Deltoplastis horistis

Scientific classification
- Domain: Eukaryota
- Kingdom: Animalia
- Phylum: Arthropoda
- Class: Insecta
- Order: Lepidoptera
- Family: Lecithoceridae
- Genus: Deltoplastis
- Species: D. horistis
- Binomial name: Deltoplastis horistis (Meyrick, 1910)
- Synonyms: Onebala horistis Meyrick, 1910;

= Deltoplastis horistis =

- Authority: (Meyrick, 1910)
- Synonyms: Onebala horistis Meyrick, 1910

Species of moth

Deltoplastis horistis is a moth in the family Lecithoceridae. It was described by Edward Meyrick in 1910. It is found in Assam, India.

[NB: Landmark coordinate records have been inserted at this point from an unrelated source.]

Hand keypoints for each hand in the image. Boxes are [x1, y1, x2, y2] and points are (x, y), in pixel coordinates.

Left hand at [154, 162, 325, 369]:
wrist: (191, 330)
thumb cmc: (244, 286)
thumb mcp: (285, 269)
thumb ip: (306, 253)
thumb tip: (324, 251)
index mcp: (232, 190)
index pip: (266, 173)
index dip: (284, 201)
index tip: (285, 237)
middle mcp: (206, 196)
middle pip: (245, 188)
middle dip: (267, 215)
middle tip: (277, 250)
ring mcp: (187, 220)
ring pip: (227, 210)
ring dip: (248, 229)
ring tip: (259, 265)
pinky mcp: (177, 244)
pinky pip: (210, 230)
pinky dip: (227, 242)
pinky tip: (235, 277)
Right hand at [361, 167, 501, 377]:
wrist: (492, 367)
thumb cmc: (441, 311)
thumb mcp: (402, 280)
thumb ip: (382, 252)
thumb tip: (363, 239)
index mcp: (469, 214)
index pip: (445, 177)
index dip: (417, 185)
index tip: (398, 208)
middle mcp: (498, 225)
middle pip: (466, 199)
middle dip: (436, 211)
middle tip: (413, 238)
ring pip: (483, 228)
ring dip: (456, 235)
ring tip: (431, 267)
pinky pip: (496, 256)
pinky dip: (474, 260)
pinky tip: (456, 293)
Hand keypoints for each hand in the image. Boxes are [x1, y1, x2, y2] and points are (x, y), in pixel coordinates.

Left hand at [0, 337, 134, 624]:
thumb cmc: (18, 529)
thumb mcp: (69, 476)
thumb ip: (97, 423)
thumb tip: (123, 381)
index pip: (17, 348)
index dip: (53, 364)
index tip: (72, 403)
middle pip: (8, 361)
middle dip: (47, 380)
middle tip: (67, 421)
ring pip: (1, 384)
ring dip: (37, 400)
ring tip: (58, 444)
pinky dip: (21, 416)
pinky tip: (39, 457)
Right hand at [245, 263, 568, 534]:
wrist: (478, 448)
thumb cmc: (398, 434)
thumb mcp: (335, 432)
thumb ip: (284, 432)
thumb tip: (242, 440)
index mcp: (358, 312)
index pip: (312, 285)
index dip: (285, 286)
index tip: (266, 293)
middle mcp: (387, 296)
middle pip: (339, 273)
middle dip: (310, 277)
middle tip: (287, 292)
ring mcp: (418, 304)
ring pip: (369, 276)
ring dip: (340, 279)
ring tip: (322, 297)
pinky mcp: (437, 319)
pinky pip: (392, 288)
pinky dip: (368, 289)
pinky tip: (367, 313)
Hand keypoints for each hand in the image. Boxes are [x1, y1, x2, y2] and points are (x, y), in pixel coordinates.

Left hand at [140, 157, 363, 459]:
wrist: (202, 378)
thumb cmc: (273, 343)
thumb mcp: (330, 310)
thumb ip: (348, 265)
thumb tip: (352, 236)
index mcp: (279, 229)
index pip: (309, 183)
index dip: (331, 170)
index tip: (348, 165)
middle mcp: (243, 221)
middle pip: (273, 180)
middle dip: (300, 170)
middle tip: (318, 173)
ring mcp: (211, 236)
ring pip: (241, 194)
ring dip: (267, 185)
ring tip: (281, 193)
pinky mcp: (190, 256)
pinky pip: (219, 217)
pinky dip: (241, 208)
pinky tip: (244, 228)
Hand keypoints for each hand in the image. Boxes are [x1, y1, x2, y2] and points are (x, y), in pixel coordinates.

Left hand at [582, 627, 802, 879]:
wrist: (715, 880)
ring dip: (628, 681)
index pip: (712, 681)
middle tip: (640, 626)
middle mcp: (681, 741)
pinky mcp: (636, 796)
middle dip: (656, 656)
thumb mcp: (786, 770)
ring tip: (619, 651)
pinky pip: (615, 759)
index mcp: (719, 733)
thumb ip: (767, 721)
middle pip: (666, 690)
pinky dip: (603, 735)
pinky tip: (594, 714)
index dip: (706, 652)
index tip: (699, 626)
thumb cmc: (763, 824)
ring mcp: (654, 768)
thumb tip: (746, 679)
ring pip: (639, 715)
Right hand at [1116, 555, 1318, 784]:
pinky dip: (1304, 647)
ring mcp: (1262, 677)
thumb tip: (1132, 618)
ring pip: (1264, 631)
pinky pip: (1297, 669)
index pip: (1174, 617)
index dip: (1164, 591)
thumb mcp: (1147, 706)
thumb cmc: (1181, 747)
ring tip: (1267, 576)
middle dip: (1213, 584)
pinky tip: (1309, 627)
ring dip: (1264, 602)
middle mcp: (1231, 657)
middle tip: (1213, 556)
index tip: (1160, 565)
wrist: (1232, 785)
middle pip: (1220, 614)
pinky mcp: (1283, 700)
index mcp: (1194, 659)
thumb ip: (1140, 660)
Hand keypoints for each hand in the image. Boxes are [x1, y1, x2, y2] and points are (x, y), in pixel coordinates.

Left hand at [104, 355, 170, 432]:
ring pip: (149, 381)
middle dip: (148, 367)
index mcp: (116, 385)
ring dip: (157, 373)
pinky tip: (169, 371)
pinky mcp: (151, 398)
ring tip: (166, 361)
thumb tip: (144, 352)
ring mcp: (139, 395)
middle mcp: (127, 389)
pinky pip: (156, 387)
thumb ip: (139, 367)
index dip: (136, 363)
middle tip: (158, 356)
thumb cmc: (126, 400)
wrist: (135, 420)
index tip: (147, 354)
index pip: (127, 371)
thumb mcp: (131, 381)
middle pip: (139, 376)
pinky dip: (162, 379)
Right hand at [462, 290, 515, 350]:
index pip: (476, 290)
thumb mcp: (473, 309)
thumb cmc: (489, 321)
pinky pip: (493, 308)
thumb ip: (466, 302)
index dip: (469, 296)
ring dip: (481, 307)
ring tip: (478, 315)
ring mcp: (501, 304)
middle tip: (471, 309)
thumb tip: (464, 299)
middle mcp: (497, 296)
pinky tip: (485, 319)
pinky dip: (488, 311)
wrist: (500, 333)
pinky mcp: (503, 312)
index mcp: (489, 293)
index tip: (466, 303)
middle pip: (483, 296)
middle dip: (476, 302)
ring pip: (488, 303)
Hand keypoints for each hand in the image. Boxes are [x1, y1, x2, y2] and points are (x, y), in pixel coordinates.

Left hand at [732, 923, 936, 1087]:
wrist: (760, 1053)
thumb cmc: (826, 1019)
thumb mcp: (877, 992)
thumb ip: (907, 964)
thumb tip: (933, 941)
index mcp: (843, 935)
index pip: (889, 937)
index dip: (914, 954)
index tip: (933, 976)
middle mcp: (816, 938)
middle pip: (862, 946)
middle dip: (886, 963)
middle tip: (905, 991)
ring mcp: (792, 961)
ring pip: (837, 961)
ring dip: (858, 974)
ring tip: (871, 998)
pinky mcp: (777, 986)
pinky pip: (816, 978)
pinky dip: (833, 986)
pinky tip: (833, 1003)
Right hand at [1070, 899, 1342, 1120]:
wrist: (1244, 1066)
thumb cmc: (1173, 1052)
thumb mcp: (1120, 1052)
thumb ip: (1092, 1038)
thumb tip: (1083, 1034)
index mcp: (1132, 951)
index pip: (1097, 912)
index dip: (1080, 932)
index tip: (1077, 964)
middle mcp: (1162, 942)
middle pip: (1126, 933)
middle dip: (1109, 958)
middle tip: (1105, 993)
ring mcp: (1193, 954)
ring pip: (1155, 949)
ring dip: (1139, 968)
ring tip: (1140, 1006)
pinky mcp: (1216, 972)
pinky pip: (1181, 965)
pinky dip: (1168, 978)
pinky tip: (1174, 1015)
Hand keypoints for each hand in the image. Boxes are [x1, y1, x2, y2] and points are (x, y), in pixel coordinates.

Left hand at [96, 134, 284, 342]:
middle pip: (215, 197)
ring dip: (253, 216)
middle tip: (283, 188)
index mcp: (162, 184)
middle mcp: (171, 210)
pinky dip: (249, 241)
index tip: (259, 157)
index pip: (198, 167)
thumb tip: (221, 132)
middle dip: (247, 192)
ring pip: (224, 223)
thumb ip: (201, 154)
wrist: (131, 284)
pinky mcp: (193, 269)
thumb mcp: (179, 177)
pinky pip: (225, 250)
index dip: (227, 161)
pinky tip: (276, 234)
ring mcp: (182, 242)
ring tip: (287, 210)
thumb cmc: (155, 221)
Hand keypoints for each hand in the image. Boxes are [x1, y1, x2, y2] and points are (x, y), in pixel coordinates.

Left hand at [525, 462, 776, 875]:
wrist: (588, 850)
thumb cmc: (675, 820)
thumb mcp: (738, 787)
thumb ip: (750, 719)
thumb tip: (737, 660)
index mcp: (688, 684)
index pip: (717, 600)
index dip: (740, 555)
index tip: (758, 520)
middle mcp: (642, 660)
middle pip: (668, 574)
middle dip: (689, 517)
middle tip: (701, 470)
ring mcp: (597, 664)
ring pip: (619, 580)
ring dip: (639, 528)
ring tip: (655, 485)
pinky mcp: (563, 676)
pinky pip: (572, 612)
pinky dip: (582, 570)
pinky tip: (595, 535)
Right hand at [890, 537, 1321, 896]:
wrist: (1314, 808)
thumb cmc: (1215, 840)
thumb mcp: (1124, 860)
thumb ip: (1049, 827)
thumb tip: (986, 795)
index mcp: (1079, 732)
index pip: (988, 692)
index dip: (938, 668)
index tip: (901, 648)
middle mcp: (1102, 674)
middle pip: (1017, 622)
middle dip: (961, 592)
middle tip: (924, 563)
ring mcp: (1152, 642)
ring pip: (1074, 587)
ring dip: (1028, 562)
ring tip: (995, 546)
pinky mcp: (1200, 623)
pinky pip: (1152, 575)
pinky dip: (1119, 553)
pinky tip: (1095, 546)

The wingspan is about 21 mm. The forewings are blackish fuscous with the costal area above a line running from the base of the dorsum to four-fifths of the costa whitish ochreous, within this, the basal third of the costa is suffused with dark fuscous, the rest of the costal edge ochreous orange. There is a slender whitish-ochreous streak running from this pale costal area in the middle of the wing to the dorsum near the tornus and there is a slightly irregular white line from the costa near the apex to the tornus. Some cloudy white submarginal dots are found around the apex and termen, and there is a black marginal line. The hindwings are fuscous, towards the base paler and yellowish tinged.